The Invisible (Prolog)

Prolog

          Entah sudah berapa lama aku berada di sini. Sejam? Dua jam? Sehari? Sebulan? Entahlah... hari-hariku hanya dipenuhi kekosongan yang tak terhingga. Terkadang saat aku membuka mataku, bisa kulihat seberkas sinar matahari yang cerah di jendela. Namun aku tidak bisa bangkit dari ranjangku yang dingin. Ketidak mampuan ini tidak seperti kau yang selalu malas bangun pagi untuk pergi sekolah atau bekerja, melainkan seperti energimu dihisap oleh lubang hitam atau mungkin hanya waktu yang selalu memaksaku untuk enyah dari sini. Waktu pasti iri denganku yang tidak terpengaruh oleh kekuasaannya. Semua orang semakin menua dan berkembang, namun hanya aku yang tidak.
            Setelah berjuang keras, akhirnya aku dapat turun dari ranjangku. Aneh rasanya, bersikap seperti manusia biasa yang tidur di ranjang dari malam hingga pagi padahal aku tidak butuh tidur. Rasanya aneh juga karena setelah ini aku akan memasuki kamar mandi untuk membasuh wajah dan menyikat gigiku lalu pergi ke ruang makan untuk sarapan. Namun hanya ini yang bisa kulakukan. Bagaikan robot yang terprogram atau rekaman kaset yang terus diputar berulang-ulang, aku terus melakukan ini tanpa mengenal waktu. Bagaikan proyektor, aku dapat melihat ruangan yang penuh debu dan perabotan usang ini terlihat seperti dulu, dan aku menghidupinya.

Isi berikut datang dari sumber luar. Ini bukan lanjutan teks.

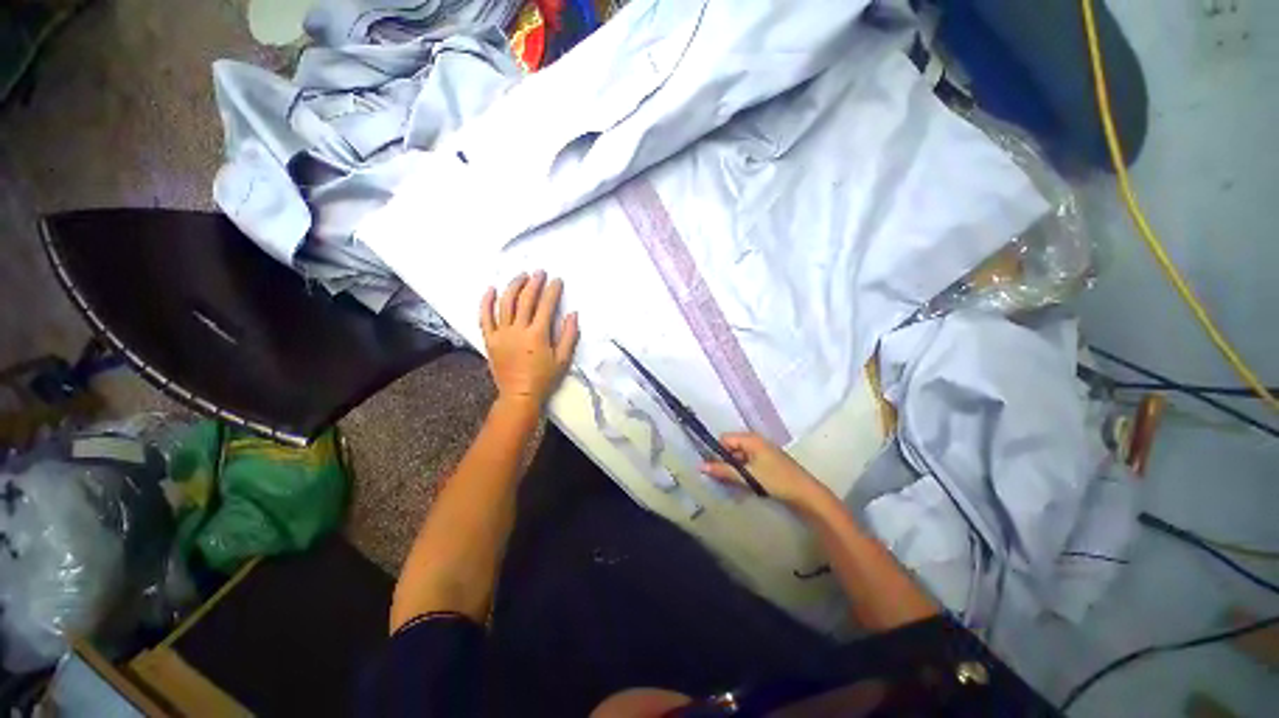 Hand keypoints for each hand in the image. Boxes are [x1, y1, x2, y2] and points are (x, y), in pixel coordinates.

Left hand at [480, 271, 579, 409]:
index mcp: (537, 335)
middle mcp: (518, 330)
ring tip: (520, 276)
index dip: (552, 290)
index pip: (546, 305)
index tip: (557, 280)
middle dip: (534, 283)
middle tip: (540, 272)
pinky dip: (486, 302)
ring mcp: (501, 333)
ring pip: (505, 303)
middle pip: (525, 300)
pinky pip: (484, 317)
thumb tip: (573, 314)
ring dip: (513, 286)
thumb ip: (569, 335)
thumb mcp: (563, 359)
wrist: (519, 395)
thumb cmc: (544, 378)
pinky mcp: (490, 339)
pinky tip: (491, 289)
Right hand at [701, 433, 833, 514]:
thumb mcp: (748, 475)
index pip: (724, 439)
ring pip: (739, 458)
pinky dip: (744, 473)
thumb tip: (700, 466)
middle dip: (725, 463)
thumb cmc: (776, 480)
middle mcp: (756, 441)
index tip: (714, 469)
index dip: (717, 453)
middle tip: (722, 479)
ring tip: (734, 484)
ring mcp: (762, 452)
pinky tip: (745, 485)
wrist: (806, 494)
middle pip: (731, 448)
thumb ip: (723, 470)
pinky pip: (748, 464)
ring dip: (734, 470)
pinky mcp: (767, 463)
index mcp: (751, 439) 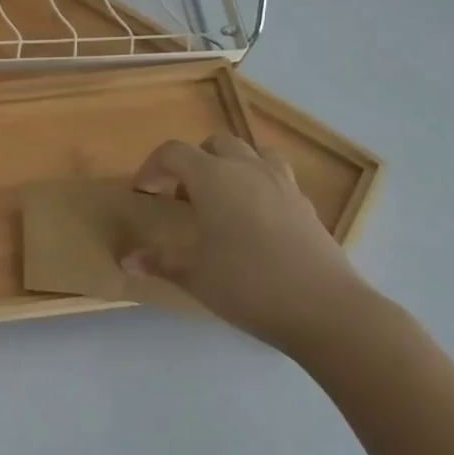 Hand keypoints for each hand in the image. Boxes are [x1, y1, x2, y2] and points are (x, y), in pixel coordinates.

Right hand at [124, 133, 371, 354]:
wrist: (327, 311)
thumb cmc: (249, 286)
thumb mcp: (195, 276)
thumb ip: (160, 262)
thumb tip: (126, 262)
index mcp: (213, 178)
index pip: (173, 152)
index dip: (152, 167)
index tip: (144, 193)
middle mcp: (247, 170)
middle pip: (214, 143)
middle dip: (192, 161)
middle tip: (182, 195)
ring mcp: (282, 184)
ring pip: (252, 152)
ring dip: (231, 164)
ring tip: (222, 197)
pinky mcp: (306, 204)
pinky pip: (277, 176)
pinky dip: (259, 184)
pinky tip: (254, 218) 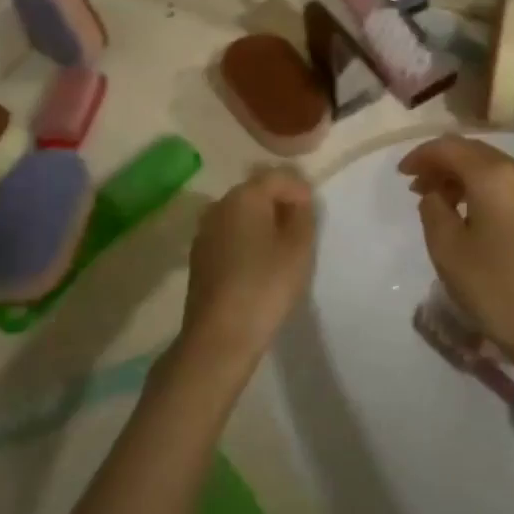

            Aku menuruni tangga kayu rumahku yang selalu berderak setiap kali orang menapakinya. Sayup-sayup kudengar suara teriakan ibuku dari dapur, menyuruhku bergegas. Sesampainya di ruang makan, aku melihat adik perempuanku yang sudah berseragam dan siap pergi ke sekolah duduk manis di meja makan, mengambil setangkup roti selai stroberi kesukaannya untuk dimakan. Di sampingnya aku melihat ayahku duduk menikmati kopi hangatnya seraya membaca koran. Sesekali dia menggelengkan kepalanya ketika menemukan artikel di koran tentang perekonomian Jepang yang sedang sulit, lalu dia akan mengomel pada ibuku tentang itu. Ibu hanya tersenyum tipis dan memberikan komentar seadanya. Kemudian dia akan menyuruhku bergabung bersama mereka, menawariku pancake cokelat kesukaanku untuk dinikmati. Walaupun ibu mempunyai beberapa pelayan yang bisa disuruhnya memasak, namun dia selalu memasak sarapan kami dengan tangannya sendiri.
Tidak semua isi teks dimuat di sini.